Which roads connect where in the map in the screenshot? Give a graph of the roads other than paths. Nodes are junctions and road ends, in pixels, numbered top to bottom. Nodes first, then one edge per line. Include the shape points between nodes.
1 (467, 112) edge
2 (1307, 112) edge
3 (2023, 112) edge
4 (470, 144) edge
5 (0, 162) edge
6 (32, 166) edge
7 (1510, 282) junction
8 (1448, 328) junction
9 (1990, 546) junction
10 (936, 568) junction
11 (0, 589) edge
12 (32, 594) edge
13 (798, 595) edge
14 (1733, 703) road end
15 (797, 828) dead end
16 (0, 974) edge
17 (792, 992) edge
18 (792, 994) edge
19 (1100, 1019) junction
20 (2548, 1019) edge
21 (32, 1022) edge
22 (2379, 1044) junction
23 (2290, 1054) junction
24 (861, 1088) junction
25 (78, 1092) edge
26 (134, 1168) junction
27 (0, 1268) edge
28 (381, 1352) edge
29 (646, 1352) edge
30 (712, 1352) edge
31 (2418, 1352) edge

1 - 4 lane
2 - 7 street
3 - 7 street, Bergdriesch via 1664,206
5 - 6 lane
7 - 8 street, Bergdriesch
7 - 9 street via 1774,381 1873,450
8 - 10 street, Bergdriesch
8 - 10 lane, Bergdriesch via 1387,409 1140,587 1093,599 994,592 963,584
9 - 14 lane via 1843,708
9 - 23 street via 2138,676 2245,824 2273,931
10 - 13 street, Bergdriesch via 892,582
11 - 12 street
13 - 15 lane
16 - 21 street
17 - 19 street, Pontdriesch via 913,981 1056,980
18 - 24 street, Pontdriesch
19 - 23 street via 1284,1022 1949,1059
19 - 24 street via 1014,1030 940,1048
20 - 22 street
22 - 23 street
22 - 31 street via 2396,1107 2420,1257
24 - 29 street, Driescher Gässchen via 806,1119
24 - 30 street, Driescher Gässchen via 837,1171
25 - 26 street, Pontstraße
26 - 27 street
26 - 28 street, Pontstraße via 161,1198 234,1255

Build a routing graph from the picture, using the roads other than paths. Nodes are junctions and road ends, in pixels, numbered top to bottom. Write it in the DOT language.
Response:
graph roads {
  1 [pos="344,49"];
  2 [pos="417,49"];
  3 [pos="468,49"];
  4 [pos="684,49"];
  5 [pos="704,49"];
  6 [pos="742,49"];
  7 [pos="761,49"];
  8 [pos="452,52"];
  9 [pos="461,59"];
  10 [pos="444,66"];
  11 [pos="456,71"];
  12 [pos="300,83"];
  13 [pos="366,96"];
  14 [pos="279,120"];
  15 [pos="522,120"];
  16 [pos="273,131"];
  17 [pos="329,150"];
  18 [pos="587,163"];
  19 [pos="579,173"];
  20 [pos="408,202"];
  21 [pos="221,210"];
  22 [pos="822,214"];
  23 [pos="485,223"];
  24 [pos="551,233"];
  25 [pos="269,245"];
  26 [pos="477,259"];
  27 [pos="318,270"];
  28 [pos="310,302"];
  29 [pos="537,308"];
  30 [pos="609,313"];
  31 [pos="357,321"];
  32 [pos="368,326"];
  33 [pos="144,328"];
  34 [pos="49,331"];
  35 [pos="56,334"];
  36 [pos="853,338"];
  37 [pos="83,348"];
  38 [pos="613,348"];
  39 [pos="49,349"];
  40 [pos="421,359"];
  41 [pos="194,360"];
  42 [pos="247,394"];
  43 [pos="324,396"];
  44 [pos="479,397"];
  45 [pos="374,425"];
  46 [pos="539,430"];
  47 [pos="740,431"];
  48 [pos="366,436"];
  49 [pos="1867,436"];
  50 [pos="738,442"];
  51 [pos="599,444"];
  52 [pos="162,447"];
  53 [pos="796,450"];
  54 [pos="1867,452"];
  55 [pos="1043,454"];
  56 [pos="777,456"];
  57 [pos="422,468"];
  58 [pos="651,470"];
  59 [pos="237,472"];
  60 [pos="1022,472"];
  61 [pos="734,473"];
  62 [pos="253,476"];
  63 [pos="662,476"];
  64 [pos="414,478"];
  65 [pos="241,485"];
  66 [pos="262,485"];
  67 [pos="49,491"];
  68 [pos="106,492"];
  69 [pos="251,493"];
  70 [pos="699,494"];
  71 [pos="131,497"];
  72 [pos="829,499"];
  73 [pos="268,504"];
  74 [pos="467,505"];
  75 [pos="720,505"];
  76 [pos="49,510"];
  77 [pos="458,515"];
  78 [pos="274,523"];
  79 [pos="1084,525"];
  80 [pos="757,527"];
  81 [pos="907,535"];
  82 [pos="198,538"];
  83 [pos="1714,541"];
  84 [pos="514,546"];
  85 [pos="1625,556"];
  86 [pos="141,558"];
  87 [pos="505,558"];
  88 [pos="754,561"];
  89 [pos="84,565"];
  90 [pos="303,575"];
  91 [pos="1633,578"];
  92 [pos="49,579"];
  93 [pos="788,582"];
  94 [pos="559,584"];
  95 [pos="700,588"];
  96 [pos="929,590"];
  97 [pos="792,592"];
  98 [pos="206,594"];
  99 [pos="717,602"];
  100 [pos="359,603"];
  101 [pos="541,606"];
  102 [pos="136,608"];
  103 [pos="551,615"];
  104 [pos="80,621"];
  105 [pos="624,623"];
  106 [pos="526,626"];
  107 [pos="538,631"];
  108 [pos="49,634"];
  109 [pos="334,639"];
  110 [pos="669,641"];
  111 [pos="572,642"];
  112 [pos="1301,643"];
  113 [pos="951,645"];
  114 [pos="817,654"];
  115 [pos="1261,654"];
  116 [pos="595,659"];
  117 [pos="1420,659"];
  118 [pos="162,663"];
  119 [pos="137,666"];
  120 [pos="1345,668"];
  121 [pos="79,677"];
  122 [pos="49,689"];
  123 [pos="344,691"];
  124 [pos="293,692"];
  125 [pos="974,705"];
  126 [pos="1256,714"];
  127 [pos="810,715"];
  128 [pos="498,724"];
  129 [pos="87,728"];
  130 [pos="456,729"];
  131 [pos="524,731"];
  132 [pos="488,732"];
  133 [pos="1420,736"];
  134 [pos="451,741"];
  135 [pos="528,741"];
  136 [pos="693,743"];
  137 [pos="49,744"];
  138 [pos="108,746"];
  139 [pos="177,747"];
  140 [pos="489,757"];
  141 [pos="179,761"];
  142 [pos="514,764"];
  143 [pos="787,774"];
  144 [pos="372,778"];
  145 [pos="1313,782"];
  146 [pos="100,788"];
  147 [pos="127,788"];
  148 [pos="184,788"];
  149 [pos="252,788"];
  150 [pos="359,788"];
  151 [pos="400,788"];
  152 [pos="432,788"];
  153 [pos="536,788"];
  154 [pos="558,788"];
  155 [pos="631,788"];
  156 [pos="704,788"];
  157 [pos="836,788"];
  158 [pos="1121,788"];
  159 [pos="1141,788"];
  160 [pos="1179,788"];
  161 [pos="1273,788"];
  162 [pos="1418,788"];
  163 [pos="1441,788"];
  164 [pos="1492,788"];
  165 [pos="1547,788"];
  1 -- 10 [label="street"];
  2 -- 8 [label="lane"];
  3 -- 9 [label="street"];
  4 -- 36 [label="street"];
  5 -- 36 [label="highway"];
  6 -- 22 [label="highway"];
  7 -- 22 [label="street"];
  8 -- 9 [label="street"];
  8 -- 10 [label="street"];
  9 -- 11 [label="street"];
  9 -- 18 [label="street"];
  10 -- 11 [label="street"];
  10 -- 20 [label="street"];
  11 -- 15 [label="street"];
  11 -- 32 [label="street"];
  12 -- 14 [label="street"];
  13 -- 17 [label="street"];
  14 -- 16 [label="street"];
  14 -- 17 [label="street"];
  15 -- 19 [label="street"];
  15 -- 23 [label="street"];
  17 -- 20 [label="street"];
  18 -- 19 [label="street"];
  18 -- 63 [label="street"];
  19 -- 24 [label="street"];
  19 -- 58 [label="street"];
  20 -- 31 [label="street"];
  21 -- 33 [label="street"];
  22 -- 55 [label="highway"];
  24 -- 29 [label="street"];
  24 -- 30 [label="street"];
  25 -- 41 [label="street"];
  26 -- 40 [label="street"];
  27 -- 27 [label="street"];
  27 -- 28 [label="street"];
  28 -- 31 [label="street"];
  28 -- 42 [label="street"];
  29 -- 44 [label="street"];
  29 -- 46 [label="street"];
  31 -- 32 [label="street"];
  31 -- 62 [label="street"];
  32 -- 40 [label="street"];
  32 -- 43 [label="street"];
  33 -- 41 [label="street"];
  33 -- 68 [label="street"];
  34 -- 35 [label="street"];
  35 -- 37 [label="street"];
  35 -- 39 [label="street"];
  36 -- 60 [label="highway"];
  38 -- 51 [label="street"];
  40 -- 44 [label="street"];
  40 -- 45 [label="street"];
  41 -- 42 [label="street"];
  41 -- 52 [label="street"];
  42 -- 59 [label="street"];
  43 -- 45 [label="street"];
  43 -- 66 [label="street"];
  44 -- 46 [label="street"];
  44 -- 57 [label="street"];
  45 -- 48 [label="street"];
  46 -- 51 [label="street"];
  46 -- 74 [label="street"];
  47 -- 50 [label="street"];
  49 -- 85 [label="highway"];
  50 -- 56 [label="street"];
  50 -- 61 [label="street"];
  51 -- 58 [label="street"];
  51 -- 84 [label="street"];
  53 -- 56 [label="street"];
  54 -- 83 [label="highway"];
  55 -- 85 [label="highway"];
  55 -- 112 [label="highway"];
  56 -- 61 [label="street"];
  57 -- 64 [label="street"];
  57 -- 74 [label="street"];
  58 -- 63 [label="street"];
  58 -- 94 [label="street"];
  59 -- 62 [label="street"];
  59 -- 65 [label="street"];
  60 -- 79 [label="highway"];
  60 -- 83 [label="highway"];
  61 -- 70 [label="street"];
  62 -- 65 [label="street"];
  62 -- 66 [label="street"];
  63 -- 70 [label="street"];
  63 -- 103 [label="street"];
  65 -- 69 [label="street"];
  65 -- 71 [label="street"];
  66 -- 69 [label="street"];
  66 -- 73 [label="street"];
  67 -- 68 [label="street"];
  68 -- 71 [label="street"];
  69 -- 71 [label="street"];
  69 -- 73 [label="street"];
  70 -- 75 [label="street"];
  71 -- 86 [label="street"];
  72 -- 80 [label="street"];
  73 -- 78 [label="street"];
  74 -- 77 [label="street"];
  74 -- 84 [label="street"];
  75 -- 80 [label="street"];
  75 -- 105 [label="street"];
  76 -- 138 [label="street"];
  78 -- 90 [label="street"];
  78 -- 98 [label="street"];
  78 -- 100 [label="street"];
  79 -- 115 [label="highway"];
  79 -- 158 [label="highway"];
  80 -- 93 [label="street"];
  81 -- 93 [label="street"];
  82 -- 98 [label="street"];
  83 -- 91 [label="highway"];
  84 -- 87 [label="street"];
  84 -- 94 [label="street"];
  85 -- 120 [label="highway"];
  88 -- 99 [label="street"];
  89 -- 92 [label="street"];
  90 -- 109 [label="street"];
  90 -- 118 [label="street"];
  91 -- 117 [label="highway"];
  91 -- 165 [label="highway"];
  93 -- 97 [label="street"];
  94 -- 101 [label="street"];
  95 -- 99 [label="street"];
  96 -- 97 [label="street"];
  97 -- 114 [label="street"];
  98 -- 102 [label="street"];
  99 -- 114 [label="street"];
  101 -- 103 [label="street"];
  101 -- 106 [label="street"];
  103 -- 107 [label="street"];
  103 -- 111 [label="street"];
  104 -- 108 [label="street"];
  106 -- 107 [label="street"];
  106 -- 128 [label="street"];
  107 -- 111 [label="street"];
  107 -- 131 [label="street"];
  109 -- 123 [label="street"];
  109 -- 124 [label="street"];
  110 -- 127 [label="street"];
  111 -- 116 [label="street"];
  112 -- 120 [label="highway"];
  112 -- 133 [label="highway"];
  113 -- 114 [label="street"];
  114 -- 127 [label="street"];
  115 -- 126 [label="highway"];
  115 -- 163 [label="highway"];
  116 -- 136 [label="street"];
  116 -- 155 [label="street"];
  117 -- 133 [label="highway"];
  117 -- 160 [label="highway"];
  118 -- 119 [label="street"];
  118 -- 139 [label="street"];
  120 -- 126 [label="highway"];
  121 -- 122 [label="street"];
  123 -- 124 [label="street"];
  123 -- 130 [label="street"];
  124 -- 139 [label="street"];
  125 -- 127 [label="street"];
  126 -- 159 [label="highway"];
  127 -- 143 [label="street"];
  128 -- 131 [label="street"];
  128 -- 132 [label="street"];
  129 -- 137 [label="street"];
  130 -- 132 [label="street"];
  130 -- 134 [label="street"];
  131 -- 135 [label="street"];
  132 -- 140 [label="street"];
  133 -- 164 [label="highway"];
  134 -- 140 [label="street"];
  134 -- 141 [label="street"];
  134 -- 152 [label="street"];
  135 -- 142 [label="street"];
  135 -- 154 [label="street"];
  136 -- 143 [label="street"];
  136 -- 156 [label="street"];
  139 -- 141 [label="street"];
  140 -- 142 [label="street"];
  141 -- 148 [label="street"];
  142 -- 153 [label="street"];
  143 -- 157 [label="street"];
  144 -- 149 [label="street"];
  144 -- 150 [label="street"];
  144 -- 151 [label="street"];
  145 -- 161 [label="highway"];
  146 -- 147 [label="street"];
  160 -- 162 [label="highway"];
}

_TASK DETAILS_: Determine the number of lines in the entries above where the string "than" appears. Answer with the number alone.

_WRITTEN REPLY_: 2